The foremost example probably is veteran action-film
director John Woo, whose themes of heroism and loyalty and
carefully composed action shots owe much to Chang Cheh, his
mentor. Chang directed more than 60 martial arts films for
Shaw Bros. during its golden era, including "The One-Armed
Swordsman" in 1967 and "Five Deadly Venoms" in 1978.
Above all, a retrospective look at Shaw Bros. "old
school" martial arts films shows off one of Hong Kong's
greatest strengths: synthesizing the cultures of East and
West.
During the 1960s and '70s, Run Run Shaw was determined
to create a new style of martial arts movie. He wanted his
"martial arts century" to deliver more realistic action and
psychological detail than earlier Chinese films, which
reflected the influences of Peking opera in their action and
character portrayal.
Shaw advised his directors on which new foreign films
to watch for ideas. Chang, for example, was quick to absorb
the techniques and styles of such directors as Sam Peckinpah
and Akira Kurosawa.
One of Chang's martial arts choreographers, Lau
Kar-Leung, went on to direct some of Shaw's most popular
films, including the 1978 cult favorite "36th Chamber of
Shaolin."
These directors, said film scholar David Bordwell at
the University of Wisconsin-Madison, created a film language
that "communicated the qualities of grace and force so
effectively that you almost feel the kinetic impact, not
just from the martial arts moves but also through the
framing and cutting" of the film.
Without the budgets or technology for flashy special
effects, the Shaw films relied on their actors' physical
prowess and directors' resourceful camera work and hiding
of wires and trampolines.
"When you look at the old pictures, you have to wonder
how we made them, without computers or anything," said
Lawrence Wong, director of film production and a veteran of
numerous Shaw Bros. classics.
Fight scenes in "old school" kung fu movies typically
used long, carefully composed shots, giving a clear view of
the martial arts techniques, with their staccato rhythm of
explosive punches, kicks and blocks.
Today, Bordwell said, many Hollywood directors "will
hire a Hong Kong choreographer, but then shoot and cut the
scene in a way that's just visual gibberish - when the Hong
Kong filmmakers come over to America, mostly I think their
work is not as interesting, partly because of those shooting
routines."
Also lacking in the current Hong Kong-influenced cinema
are traditions of lore and literature, on which the Shaw
Bros. movies drew. Although exotic and unfamiliar to Western
audiences, the references are well known to Chinese viewers.

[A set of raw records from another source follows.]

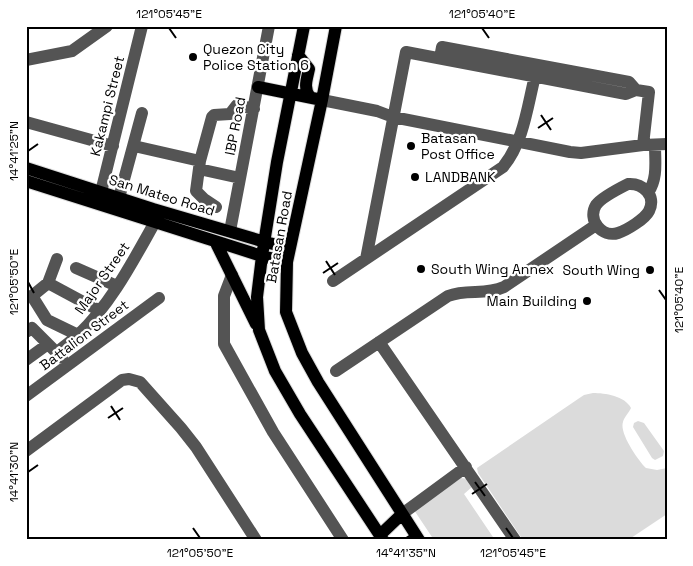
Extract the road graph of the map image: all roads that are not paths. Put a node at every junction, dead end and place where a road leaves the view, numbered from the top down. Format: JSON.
{"nodes":[{"id":1,"x":107,"y":26,"type":"edge"},
{"id":2,"x":142,"y":26,"type":"edge"},
{"id":3,"x":269,"y":26,"type":"edge"},
{"id":4,"x":304,"y":26,"type":"edge"},
{"id":5,"x":336,"y":26,"type":"edge"},
{"id":6,"x":298,"y":55,"type":"junction"},
{"id":7,"x":440,"y":58,"type":"junction"},
{"id":8,"x":26,"y":60,"type":"edge"},
{"id":9,"x":535,"y":76,"type":"junction"},
{"id":10,"x":258,"y":87,"type":"junction"},
{"id":11,"x":636,"y":90,"type":"junction"},
{"id":12,"x":290,"y":92,"type":"junction"},
{"id":13,"x":316,"y":98,"type":"junction"},
{"id":14,"x":254,"y":109,"type":"junction"},
{"id":15,"x":142,"y":113,"type":"dead end"},
{"id":16,"x":393,"y":117,"type":"junction"},
{"id":17,"x":26,"y":122,"type":"edge"},
{"id":18,"x":518,"y":143,"type":"junction"},
{"id":19,"x":655,"y":145,"type":"edge"},
{"id":20,"x":113,"y":146,"type":"junction"},
{"id":21,"x":134,"y":146,"type":"junction"},
{"id":22,"x":200,"y":165,"type":"junction"},
{"id":23,"x":26,"y":168,"type":"edge"},
{"id":24,"x":240,"y":178,"type":"junction"},
{"id":25,"x":26,"y":181,"type":"edge"},
{"id":26,"x":102,"y":192,"type":"junction"},
{"id":27,"x":648,"y":193,"type":"junction"},
{"id":28,"x":119,"y":198,"type":"junction"},
{"id":29,"x":216,"y":207,"type":"dead end"},
{"id":30,"x":155,"y":222,"type":"junction"},
{"id":31,"x":596,"y":225,"type":"junction"},
{"id":32,"x":230,"y":232,"type":"junction"},
{"id":33,"x":215,"y":241,"type":"junction"},
{"id":34,"x":265,"y":242,"type":"junction"},
{"id":35,"x":290,"y":248,"type":"junction"},
{"id":36,"x":262,"y":256,"type":"junction"},
{"id":37,"x":57,"y":259,"type":"dead end"},
{"id":38,"x":366,"y":259,"type":"junction"},
{"id":39,"x":287,"y":262,"type":"junction"},
{"id":40,"x":76,"y":268,"type":"dead end"},
{"id":41,"x":232,"y":275,"type":"junction"},
{"id":42,"x":333,"y":281,"type":"dead end"},
{"id":43,"x":48,"y":283,"type":"junction"},
{"id":44,"x":117,"y":286,"type":"junction"},
{"id":45,"x":159,"y":298,"type":"dead end"},
{"id":46,"x":100,"y":310,"type":"junction"},
{"id":47,"x":259,"y":330,"type":"junction"},
{"id":48,"x":26,"y":332,"type":"edge"},
{"id":49,"x":78,"y":335,"type":"junction"},
{"id":50,"x":380,"y":342,"type":"junction"},
{"id":51,"x":53,"y":348,"type":"junction"},
{"id":52,"x":26,"y":360,"type":"edge"},
{"id":53,"x":69,"y":365,"type":"junction"},
{"id":54,"x":336,"y":371,"type":"dead end"},
{"id":55,"x":26,"y":396,"type":"edge"},
{"id":56,"x":26,"y":452,"type":"edge"},
{"id":57,"x":466,"y":467,"type":"junction"},
{"id":58,"x":402,"y":514,"type":"junction"},
{"id":59,"x":379,"y":538,"type":"edge"},
{"id":60,"x":256,"y":540,"type":"edge"},
{"id":61,"x":343,"y":540,"type":"edge"},
{"id":62,"x":419,"y":540,"type":"edge"},
{"id":63,"x":515,"y":540,"type":"edge"}],
"edges":[{"from":1,"to":8,"type":"street"},
{"from":2,"to":20,"type":"street","name":"Kakampi Street"},
{"from":3,"to":10,"type":"street","name":"IBP Road"},
{"from":4,"to":6,"type":"main road","name":"Batasan Road"},
{"from":5,"to":13,"type":"main road","name":"Batasan Road"},
{"from":6,"to":12,"type":"main road","name":"Batasan Road"},
{"from":6,"to":13,"type":"main road"},
{"from":7,"to":9,"type":"street"},
{"from":7,"to":11,"type":"street"},
{"from":7,"to":16,"type":"street"},
{"from":9,"to":11,"type":"street"},
{"from":9,"to":18,"type":"street"},
{"from":10,"to":12,"type":"main road"},
{"from":10,"to":14,"type":"street","name":"IBP Road"},
{"from":11,"to":19,"type":"street"},
{"from":12,"to":13,"type":"main road"},
{"from":12,"to":34,"type":"main road","name":"Batasan Road"},
{"from":13,"to":16,"type":"street"},
{"from":13,"to":35,"type":"main road","name":"Batasan Road"},
{"from":14,"to":22,"type":"street"},
{"from":14,"to":24,"type":"street","name":"IBP Road"},
{"from":15,"to":21,"type":"street"},
{"from":16,"to":18,"type":"street"},
{"from":16,"to":38,"type":"street"},
{"from":17,"to":20,"type":"street"},
{"from":18,"to":19,"type":"street"},
{"from":18,"to":38,"type":"street"},
{"from":19,"to":27,"type":"street"},
{"from":20,"to":26,"type":"street","name":"Kakampi Street"},
{"from":21,"to":22,"type":"street"},
{"from":21,"to":28,"type":"street"},
{"from":22,"to":24,"type":"street"},
{"from":22,"to":29,"type":"street"},
{"from":23,"to":26,"type":"main road","name":"San Mateo Road"},
{"from":24,"to":32,"type":"street","name":"IBP Road"},
{"from":25,"to":30,"type":"main road","name":"San Mateo Road"},
{"from":26,"to":28,"type":"main road","name":"San Mateo Road"},
{"from":27,"to":31,"type":"street"},
{"from":27,"to":31,"type":"street"},
{"from":28,"to":32,"type":"main road","name":"San Mateo Road"},
{"from":30,"to":33,"type":"main road","name":"San Mateo Road"},
{"from":30,"to":44,"type":"street","name":"Major Street"},
{"from":31,"to":50,"type":"street"},
{"from":32,"to":34,"type":"main road","name":"San Mateo Road"},
{"from":33,"to":36,"type":"main road","name":"San Mateo Road"},
{"from":33,"to":41,"type":"main road"},
{"from":34,"to":35,"type":"main road","name":"San Mateo Road"},
{"from":34,"to":36,"type":"main road","name":"Batasan Road"},
{"from":35,"to":39,"type":"main road","name":"Batasan Road"},
{"from":36,"to":39,"type":"main road","name":"San Mateo Road"},
{"from":36,"to":47,"type":"main road","name":"Batasan Road"},
{"from":37,"to":43,"type":"street"},
{"from":38,"to":42,"type":"street"},
{"from":39,"to":58,"type":"main road","name":"Batasan Road"},
{"from":40,"to":44,"type":"street"},
{"from":41,"to":47,"type":"main road"},
{"from":41,"to":61,"type":"street"},
{"from":43,"to":46,"type":"street"},
{"from":43,"to":49,"type":"street"},
{"from":44,"to":46,"type":"street","name":"Major Street"},
{"from":45,"to":53,"type":"street","name":"Battalion Street"},
{"from":46,"to":49,"type":"street","name":"Major Street"},
{"from":47,"to":59,"type":"main road","name":"Batasan Road"},
{"from":48,"to":51,"type":"street"},
{"from":49,"to":51,"type":"street","name":"Major Street"},
{"from":50,"to":54,"type":"street"},
{"from":50,"to":57,"type":"street"},
{"from":51,"to":52,"type":"street","name":"Major Street"},
{"from":51,"to":53,"type":"street"},
{"from":53,"to":55,"type":"street","name":"Battalion Street"},
{"from":56,"to":60,"type":"street"},
{"from":57,"to":58,"type":"street"},
{"from":57,"to":63,"type":"street"},
{"from":58,"to":59,"type":"main road"},
{"from":58,"to":62,"type":"main road","name":"Batasan Road"}]}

These sources include epic novels such as "Outlaws of
the Marsh," the classic sleuthing tales of Judge Bao and the
martial arts dramas of modern author Louis Cha. They also
drew on history, from the Shaolin Temple and anti-Manchu
secret societies to the Boxer Rebellion of 1900.
Chinese viewers also quickly recognize the codes of
loyalty and honor among fighters of the "martial forest," as
well as the Taoist philosophy that the superior warrior wins
without fighting, defusing conflicts without having to
unleash his mastery of martial technique.
Although the use by many martial arts films of these
cultural and ethical contexts was sometimes exploitative -
an excuse for bloody combat - it also arguably is a
redeeming feature amid otherwise gratuitous violence.
U.S. movies that use martial arts choreography contain
little or no reference to discipline, humility or other
aspects of the "martial virtues" or the hard work needed to
build martial skills. Characters in American films just
"know kung fu," as Keanu Reeves discovers after he has the
skills programmed into him in "The Matrix."
This cultural disconnect, aggravated by the hilariously
bad dubbing endemic to the genre, contributed to martial arts
movies' reputation among mainstream foreign audiences as
little more than gore and kitsch-in other words, cult fare.
The cult status, Bordwell said, was reinforced by
distribution patterns. During the 1970s, the movies played
mostly at inner-city theaters and other down-market venues
under the radar of mass audiences and critics,
cross-fertilizing other genres and subcultures, from
"blaxploitation" and horror films to rap and reggae music.